Body or hand keypoint data
::::

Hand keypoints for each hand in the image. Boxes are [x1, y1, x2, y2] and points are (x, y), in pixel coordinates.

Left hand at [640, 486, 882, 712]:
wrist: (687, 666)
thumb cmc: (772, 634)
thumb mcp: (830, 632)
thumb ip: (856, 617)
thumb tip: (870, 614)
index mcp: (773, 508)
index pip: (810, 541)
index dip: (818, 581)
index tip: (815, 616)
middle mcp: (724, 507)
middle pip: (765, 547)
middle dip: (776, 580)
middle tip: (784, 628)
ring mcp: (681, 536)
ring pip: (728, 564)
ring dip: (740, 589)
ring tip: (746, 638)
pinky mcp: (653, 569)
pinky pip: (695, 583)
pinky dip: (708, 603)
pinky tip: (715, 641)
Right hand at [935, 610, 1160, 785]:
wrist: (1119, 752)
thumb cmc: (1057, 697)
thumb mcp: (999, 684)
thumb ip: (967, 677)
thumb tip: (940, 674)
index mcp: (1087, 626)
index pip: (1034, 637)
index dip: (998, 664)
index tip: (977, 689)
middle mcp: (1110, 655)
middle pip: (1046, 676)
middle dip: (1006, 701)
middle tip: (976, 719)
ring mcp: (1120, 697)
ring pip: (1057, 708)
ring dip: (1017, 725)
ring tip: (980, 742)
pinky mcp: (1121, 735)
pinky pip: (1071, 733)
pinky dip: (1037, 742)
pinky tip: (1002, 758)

::::

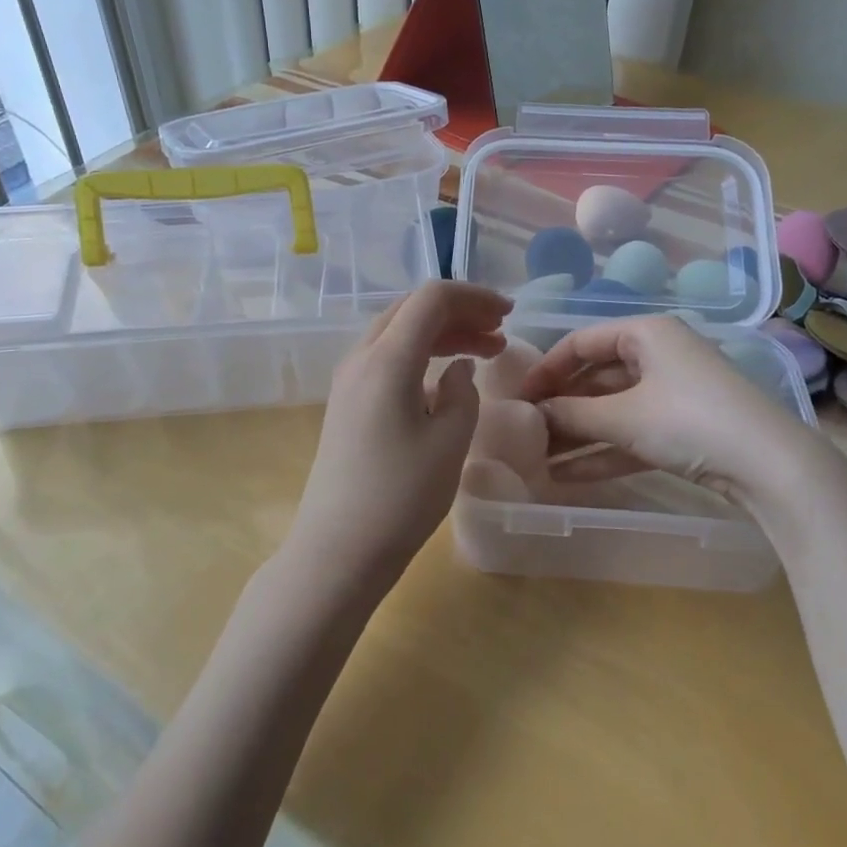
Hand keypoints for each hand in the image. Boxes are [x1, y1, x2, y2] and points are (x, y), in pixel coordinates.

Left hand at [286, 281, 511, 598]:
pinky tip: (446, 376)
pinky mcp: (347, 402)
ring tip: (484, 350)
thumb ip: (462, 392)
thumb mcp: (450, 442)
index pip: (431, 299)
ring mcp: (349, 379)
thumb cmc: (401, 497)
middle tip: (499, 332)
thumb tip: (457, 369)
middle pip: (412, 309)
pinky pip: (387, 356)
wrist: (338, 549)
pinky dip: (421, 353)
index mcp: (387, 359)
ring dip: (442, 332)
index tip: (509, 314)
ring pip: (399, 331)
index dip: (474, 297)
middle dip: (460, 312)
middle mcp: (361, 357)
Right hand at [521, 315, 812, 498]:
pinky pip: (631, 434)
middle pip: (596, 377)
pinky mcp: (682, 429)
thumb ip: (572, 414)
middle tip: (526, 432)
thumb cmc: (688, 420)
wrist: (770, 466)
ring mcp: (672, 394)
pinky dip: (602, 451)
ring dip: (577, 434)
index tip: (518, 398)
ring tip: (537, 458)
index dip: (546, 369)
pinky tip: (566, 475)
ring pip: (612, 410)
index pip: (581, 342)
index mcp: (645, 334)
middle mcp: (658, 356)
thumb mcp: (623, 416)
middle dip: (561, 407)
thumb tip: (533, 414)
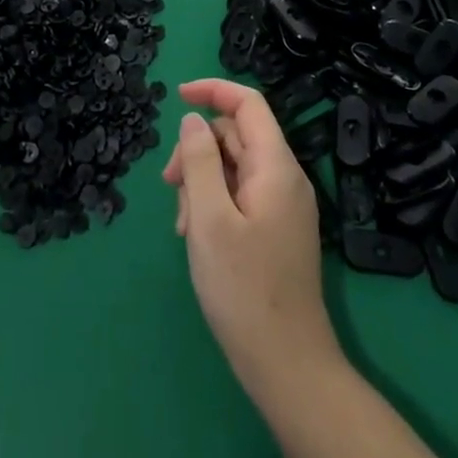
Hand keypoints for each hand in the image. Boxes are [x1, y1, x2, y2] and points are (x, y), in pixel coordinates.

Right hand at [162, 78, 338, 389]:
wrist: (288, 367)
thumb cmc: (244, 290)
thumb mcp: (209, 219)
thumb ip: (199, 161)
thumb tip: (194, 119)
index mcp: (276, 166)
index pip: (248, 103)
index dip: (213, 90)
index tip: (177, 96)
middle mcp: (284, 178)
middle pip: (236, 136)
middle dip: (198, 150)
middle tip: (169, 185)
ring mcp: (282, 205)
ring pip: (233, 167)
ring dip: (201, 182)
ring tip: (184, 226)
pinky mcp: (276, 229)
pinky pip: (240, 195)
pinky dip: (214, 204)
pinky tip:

::::

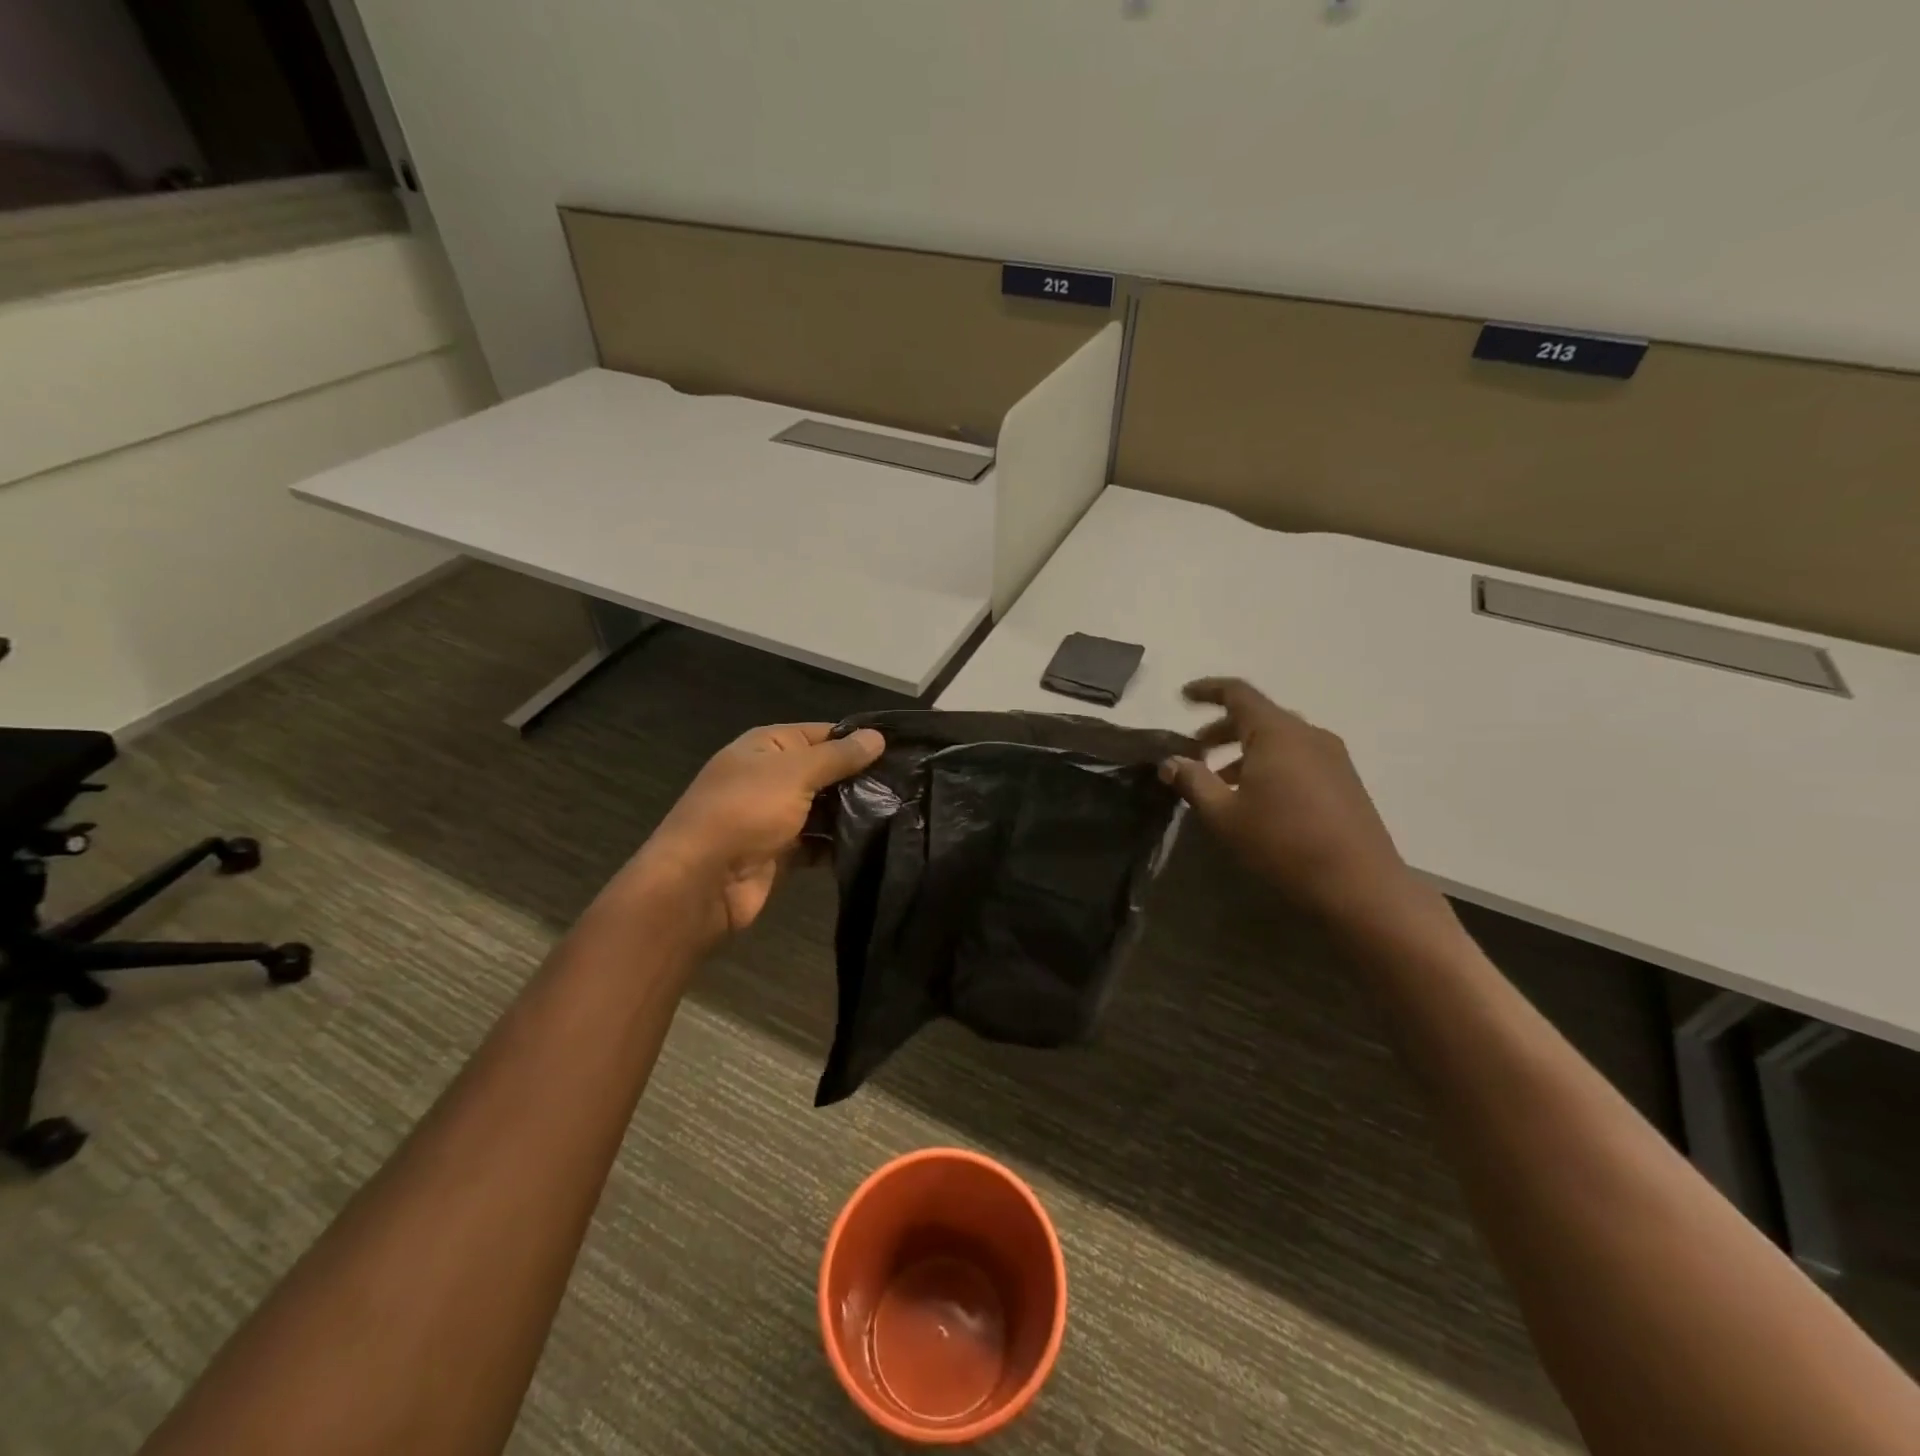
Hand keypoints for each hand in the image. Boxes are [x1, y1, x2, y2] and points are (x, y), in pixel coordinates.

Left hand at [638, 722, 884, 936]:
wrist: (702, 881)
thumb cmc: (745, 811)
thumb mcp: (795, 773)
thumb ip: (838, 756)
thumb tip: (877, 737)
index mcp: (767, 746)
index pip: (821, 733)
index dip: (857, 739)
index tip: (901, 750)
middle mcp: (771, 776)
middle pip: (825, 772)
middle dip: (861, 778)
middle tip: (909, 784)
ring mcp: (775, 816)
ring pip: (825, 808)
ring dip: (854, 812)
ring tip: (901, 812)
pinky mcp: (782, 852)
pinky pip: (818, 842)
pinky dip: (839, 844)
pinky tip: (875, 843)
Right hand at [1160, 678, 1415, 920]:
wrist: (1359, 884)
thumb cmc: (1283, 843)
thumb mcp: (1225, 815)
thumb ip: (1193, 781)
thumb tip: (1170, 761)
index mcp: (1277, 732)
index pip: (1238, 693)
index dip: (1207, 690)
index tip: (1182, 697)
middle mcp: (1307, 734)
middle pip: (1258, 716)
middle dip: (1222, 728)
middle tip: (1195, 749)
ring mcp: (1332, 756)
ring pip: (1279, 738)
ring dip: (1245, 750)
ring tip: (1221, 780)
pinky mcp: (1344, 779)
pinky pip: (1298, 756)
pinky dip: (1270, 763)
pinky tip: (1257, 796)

::::

### INSTRUCTIONS TO FOLLOW
Copy, exactly and only, the lines above that begin with the one containing "ring pip: (1279, 738)" and finish with the one containing "pinky tip: (1257, 796)".

### TASK RESPONSE
ring pip: (1279, 738)
ring dip: (1245, 750)
ring tip: (1221, 780)
pinky mcp: (1344, 779)
pinky pip: (1298, 756)
pinky dip: (1270, 763)
pinky tip: (1257, 796)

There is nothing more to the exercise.